• [Supplied records]:
+++

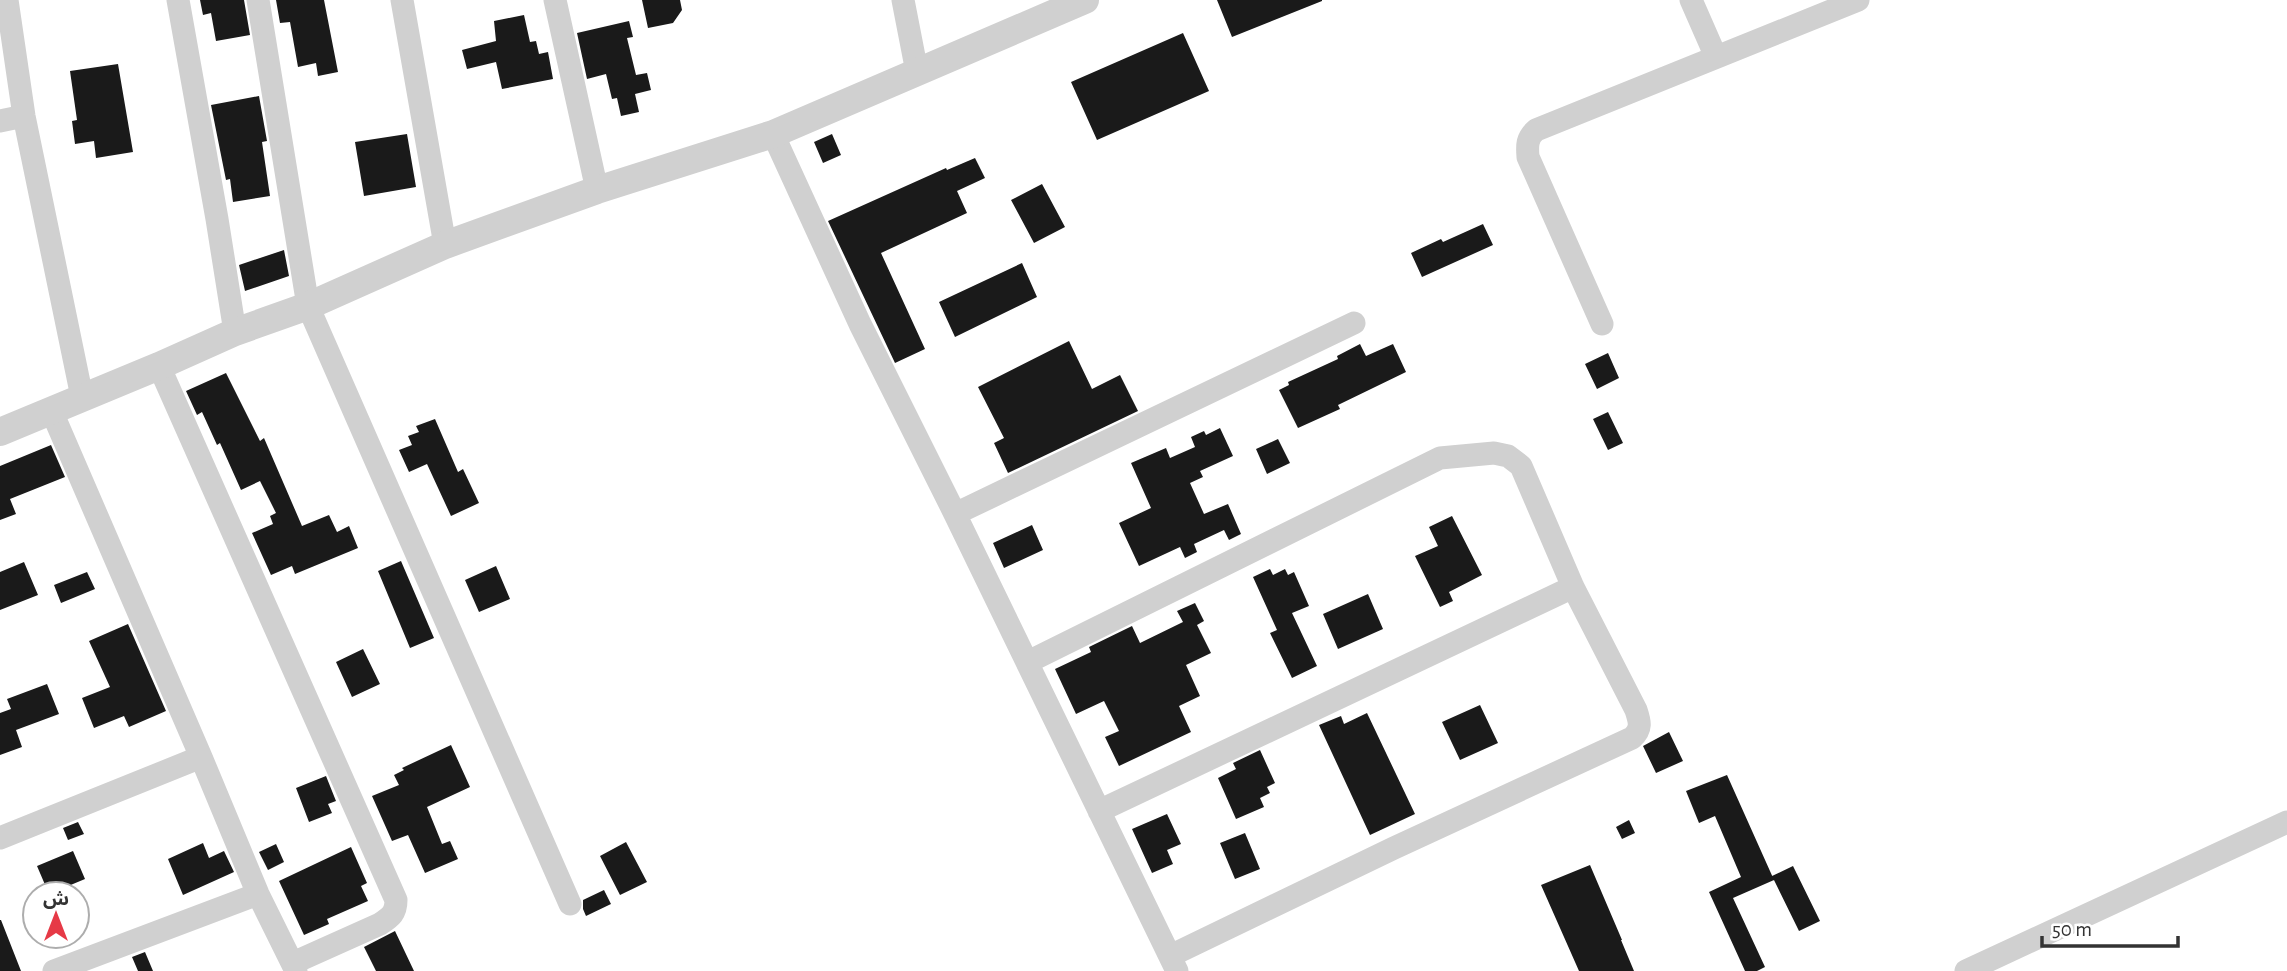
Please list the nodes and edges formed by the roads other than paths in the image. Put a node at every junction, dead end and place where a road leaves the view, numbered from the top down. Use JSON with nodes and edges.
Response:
{"nodes":[{"id":1,"x":7,"y":0,"type":"edge"},
{"id":2,"x":178,"y":0,"type":"edge"},
{"id":3,"x":258,"y":0,"type":"edge"},
{"id":4,"x":402,"y":0,"type":"edge"},
{"id":5,"x":555,"y":0,"type":"edge"},
{"id":6,"x":903,"y":0,"type":"edge"},
{"id":7,"x":1085,"y":0,"type":"edge"},
{"id":8,"x":1691,"y":0,"type":"edge"},
{"id":9,"x":1858,"y":0,"type":"edge"},
{"id":10,"x":1716,"y":57,"type":"junction"},
{"id":11,"x":917,"y":72,"type":"junction"},
{"id":12,"x":24,"y":117,"type":"junction"},
{"id":13,"x":0,"y":121,"type":"edge"},
{"id":14,"x":773,"y":134,"type":"junction"},
{"id":15,"x":597,"y":190,"type":"junction"},
{"id":16,"x":445,"y":245,"type":"junction"},
{"id":17,"x":308,"y":306,"type":"junction"},
{"id":18,"x":1354,"y":323,"type":"dead end"},
{"id":19,"x":1602,"y":324,"type":"dead end"},
{"id":20,"x":235,"y":332,"type":"junction"},
{"id":21,"x":159,"y":366,"type":"junction"},
{"id":22,"x":82,"y":397,"type":"junction"},
{"id":23,"x":52,"y":412,"type":"junction"},
{"id":24,"x":0,"y":432,"type":"edge"},
{"id":25,"x":956,"y":514,"type":"junction"},
{"id":26,"x":1573,"y":587,"type":"junction"},
{"id":27,"x":1028,"y":662,"type":"junction"},
{"id":28,"x":201,"y":757,"type":"junction"},
{"id":29,"x":1099,"y":811,"type":"junction"},
{"id":30,"x":2287,"y":822,"type":"edge"},
{"id":31,"x":0,"y":838,"type":"edge"},
{"id":32,"x":258,"y":894,"type":"junction"},
{"id":33,"x":570,"y":904,"type":"dead end"},
{"id":34,"x":1174,"y":964,"type":"edge"},
{"id":35,"x":294,"y":967,"type":"edge"},
{"id":36,"x":54,"y":971,"type":"edge"},
{"id":37,"x":1966,"y":971,"type":"edge"}],
"edges":[{"from":1,"to":12,"type":"street"},
{"from":2,"to":20,"type":"street"},
{"from":3,"to":17,"type":"street"},
{"from":4,"to":16,"type":"street"},
{"from":5,"to":15,"type":"street"},
{"from":6,"to":11,"type":"street"},
{"from":7,"to":11,"type":"street"},
{"from":8,"to":10,"type":"street"},
{"from":9,"to":10,"type":"street"},
{"from":10,"to":19,"type":"street"},
{"from":11,"to":14,"type":"street"},
{"from":12,"to":13,"type":"street"},
{"from":12,"to":22,"type":"street"},
{"from":14,"to":15,"type":"street"},
{"from":14,"to":25,"type":"street"},
{"from":15,"to":16,"type":"street"},
{"from":16,"to":17,"type":"street"},
{"from":17,"to":20,"type":"street"},
{"from":17,"to":33,"type":"street"},
{"from":18,"to":25,"type":"street"},
{"from":20,"to":21,"type":"street"},
{"from":21,"to":22,"type":"street"},
{"from":21,"to":35,"type":"street"},
{"from":22,"to":23,"type":"street"},
{"from":23,"to":24,"type":"street"},
{"from":23,"to":28,"type":"street"},
{"from":25,"to":27,"type":"street"},
{"from":26,"to":27,"type":"street"},
{"from":26,"to":29,"type":"street"},
{"from":26,"to":34,"type":"street"},
{"from":27,"to":29,"type":"street"},
{"from":28,"to":31,"type":"street"},
{"from":28,"to":32,"type":"street"},
{"from":29,"to":34,"type":"street"},
{"from":30,"to":37,"type":"street"},
{"from":32,"to":35,"type":"street"},
{"from":32,"to":36,"type":"street"}]}
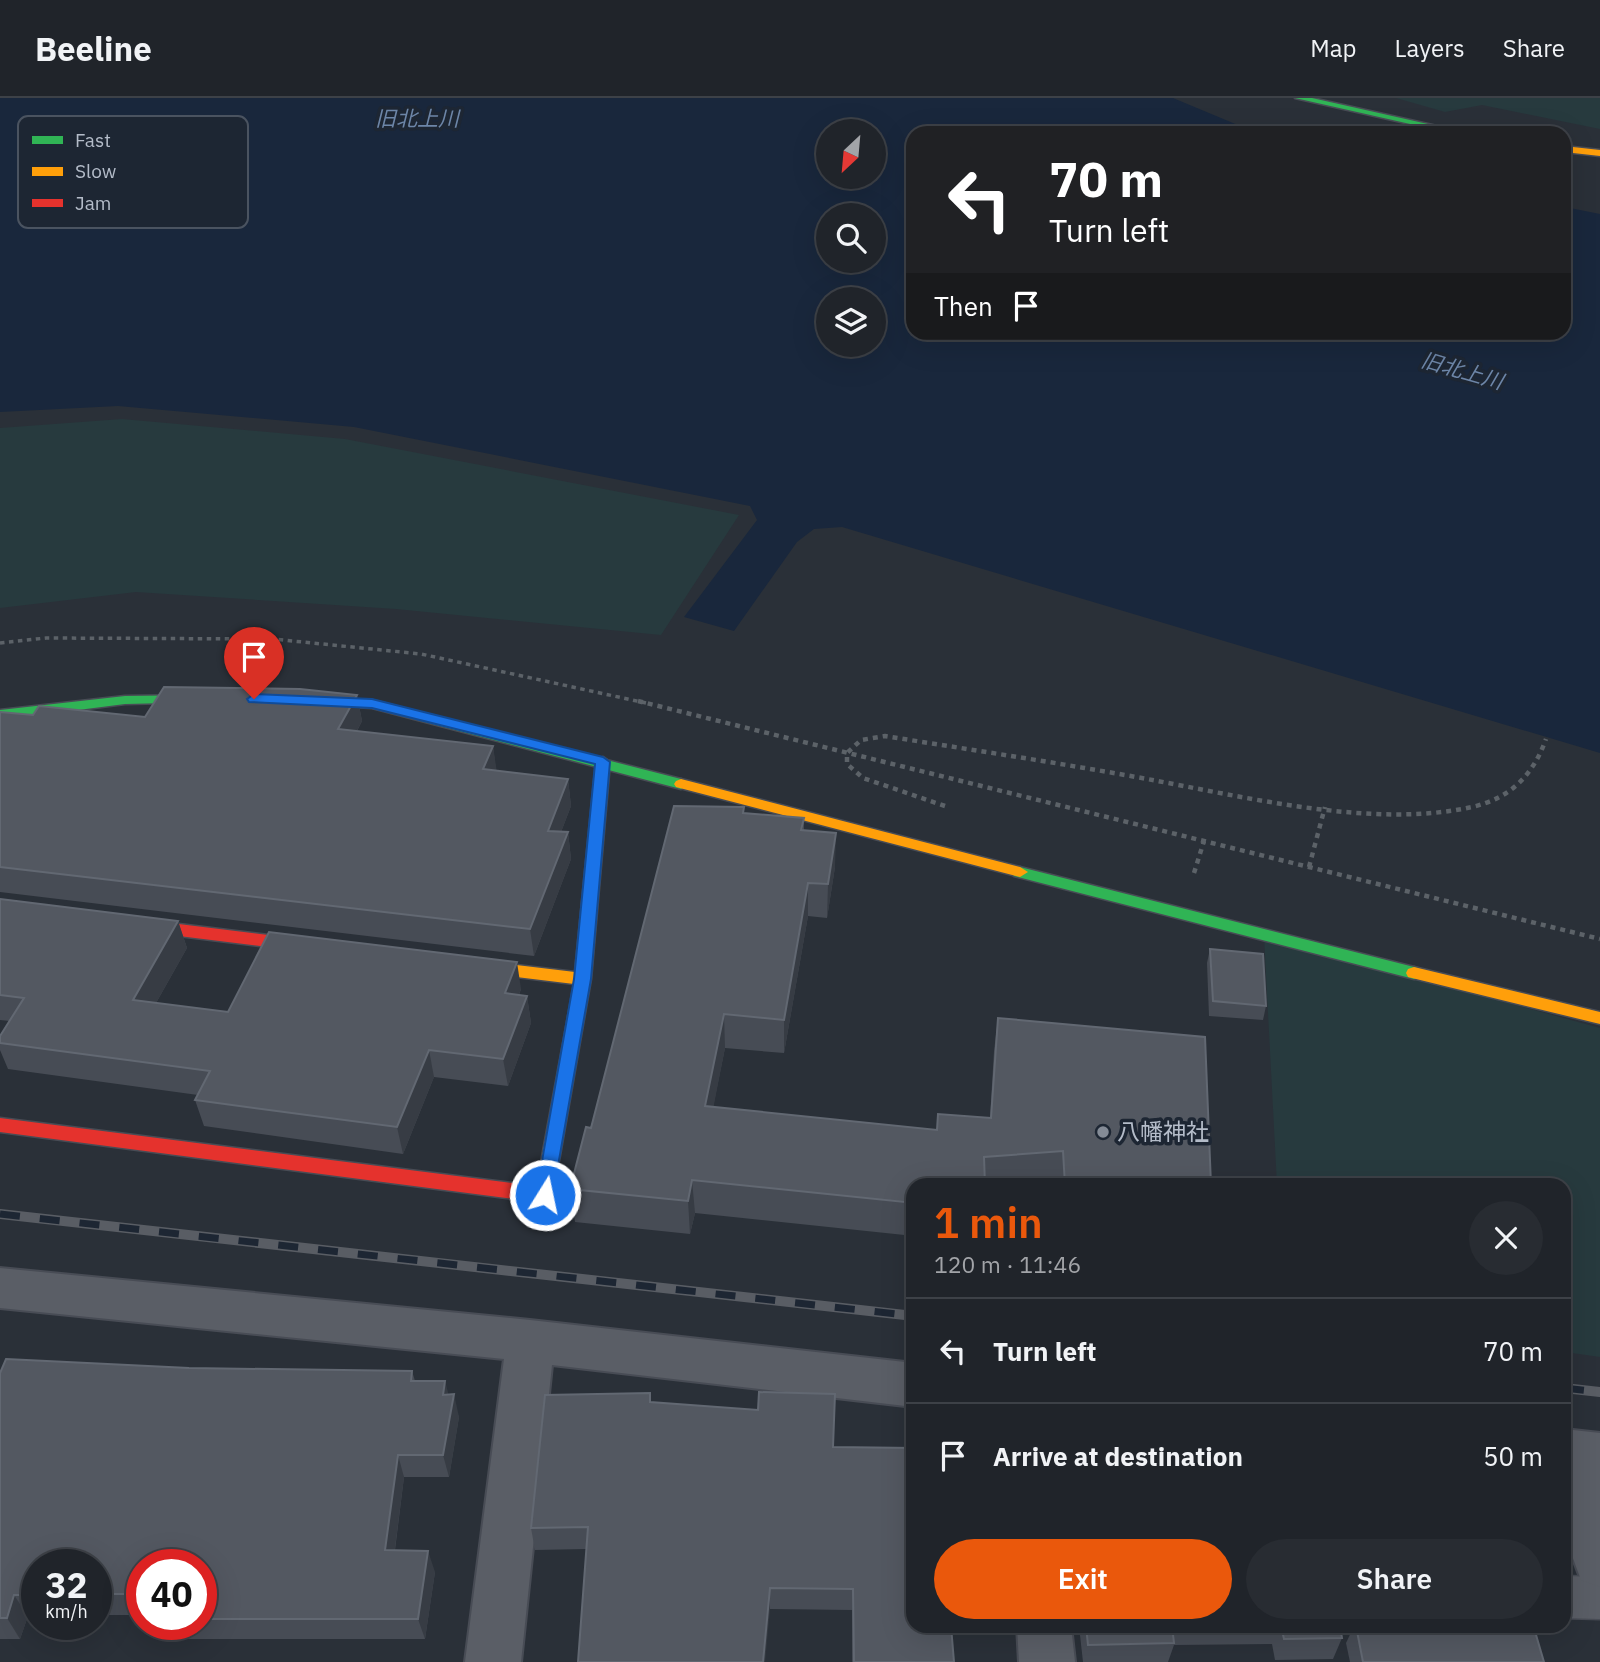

+++

Text only, please: give the listing again word for word with no images.

• [Answer box]:
Please list the nodes and edges formed by the roads other than paths in the image. Put a node at every junction, dead end and place where a road leaves the view, numbered from the top down. Use JSON with nodes and edges.
Response:
{"nodes":[{"id":1,"x":7,"y":0,"type":"edge"},
{"id":2,"x":178,"y":0,"type":"edge"},
{"id":3,"x":258,"y":0,"type":"edge"},
{"id":4,"x":402,"y":0,"type":"edge"},
{"id":5,"x":555,"y":0,"type":"edge"},
{"id":6,"x":903,"y":0,"type":"edge"},
{"id":7,"x":1085,"y":0,"type":"edge"},
{"id":8,"x":1691,"y":0,"type":"edge"},
{"id":9,"x":1858,"y":0,"type":"edge"},
{"id":10,"x":1716,"y":57,"type":"junction"},
{"id":11,"x":917,"y":72,"type":"junction"},
{"id":12,"x":24,"y":117,"type":"junction"},
{"id":13,"x":0,"y":121,"type":"edge"},
{"id":14,"x":773,"y":134,"type":"junction"},
{"id":15,"x":597,"y":190,"type":"junction"},
{"id":16,"x":445,"y":245,"type":"junction"},
{"id":17,"x":308,"y":306,"type":"junction"},
{"id":18,"x":1354,"y":323,"type":"dead end"},
{"id":19,"x":1602,"y":324,"type":"dead end"},
{"id":20,"x":235,"y":332,"type":"junction"},
{"id":21,"x":159,"y":366,"type":"junction"},
{"id":22,"x":82,"y":397,"type":"junction"},
{"id":23,"x":52,"y":412,"type":"junction"},
{"id":24,"x":0,"y":432,"type":"edge"},
{"id":25,"x":956,"y":514,"type":"junction"},
{"id":26,"x":1573,"y":587,"type":"junction"},
{"id":27,"x":1028,"y":662,"type":"junction"},
{"id":28,"x":201,"y":757,"type":"junction"},
{"id":29,"x":1099,"y":811,"type":"junction"},
{"id":30,"x":2287,"y":822,"type":"edge"},
{"id":31,"x":0,"y":838,"type":"edge"},
{"id":32,"x":258,"y":894,"type":"junction"},
{"id":33,"x":570,"y":904,"type":"dead end"},
{"id":34,"x":1174,"y":964,"type":"edge"},
{"id":35,"x":294,"y":967,"type":"edge"},
{"id":36,"x":54,"y":971,"type":"edge"},
{"id":37,"x":1966,"y":971,"type":"edge"}],
"edges":[{"from":1,"to":12,"type":"street"},
{"from":2,"to":20,"type":"street"},
{"from":3,"to":17,"type":"street"},
{"from":4,"to":16,"type":"street"},
{"from":5,"to":15,"type":"street"},
{"from":6,"to":11,"type":"street"},
{"from":7,"to":11,"type":"street"},
{"from":8,"to":10,"type":"street"},
{"from":9,"to":10,"type":"street"},
{"from":10,"to":19,"type":"street"},
{"from":11,"to":14,"type":"street"},
{"from":12,"to":13,"type":"street"},
{"from":12,"to":22,"type":"street"},
{"from":14,"to":15,"type":"street"},
{"from":14,"to":25,"type":"street"},
{"from":15,"to":16,"type":"street"},
{"from":16,"to":17,"type":"street"},
{"from":17,"to":20,"type":"street"},
{"from":17,"to":33,"type":"street"},
{"from":18,"to":25,"type":"street"},
{"from":20,"to":21,"type":"street"},
{"from":21,"to":22,"type":"street"},
{"from":21,"to":35,"type":"street"},
{"from":22,"to":23,"type":"street"},
{"from":23,"to":24,"type":"street"},
{"from":23,"to":28,"type":"street"},
{"from":25,"to":27,"type":"street"},
{"from":26,"to":27,"type":"street"},
{"from":26,"to":29,"type":"street"},
{"from":26,"to":34,"type":"street"},
{"from":27,"to":29,"type":"street"},
{"from":28,"to":31,"type":"street"},
{"from":28,"to":32,"type":"street"},
{"from":29,"to":34,"type":"street"},
{"from":30,"to":37,"type":"street"},
{"from":32,"to":35,"type":"street"},
{"from":32,"to":36,"type":"street"}]}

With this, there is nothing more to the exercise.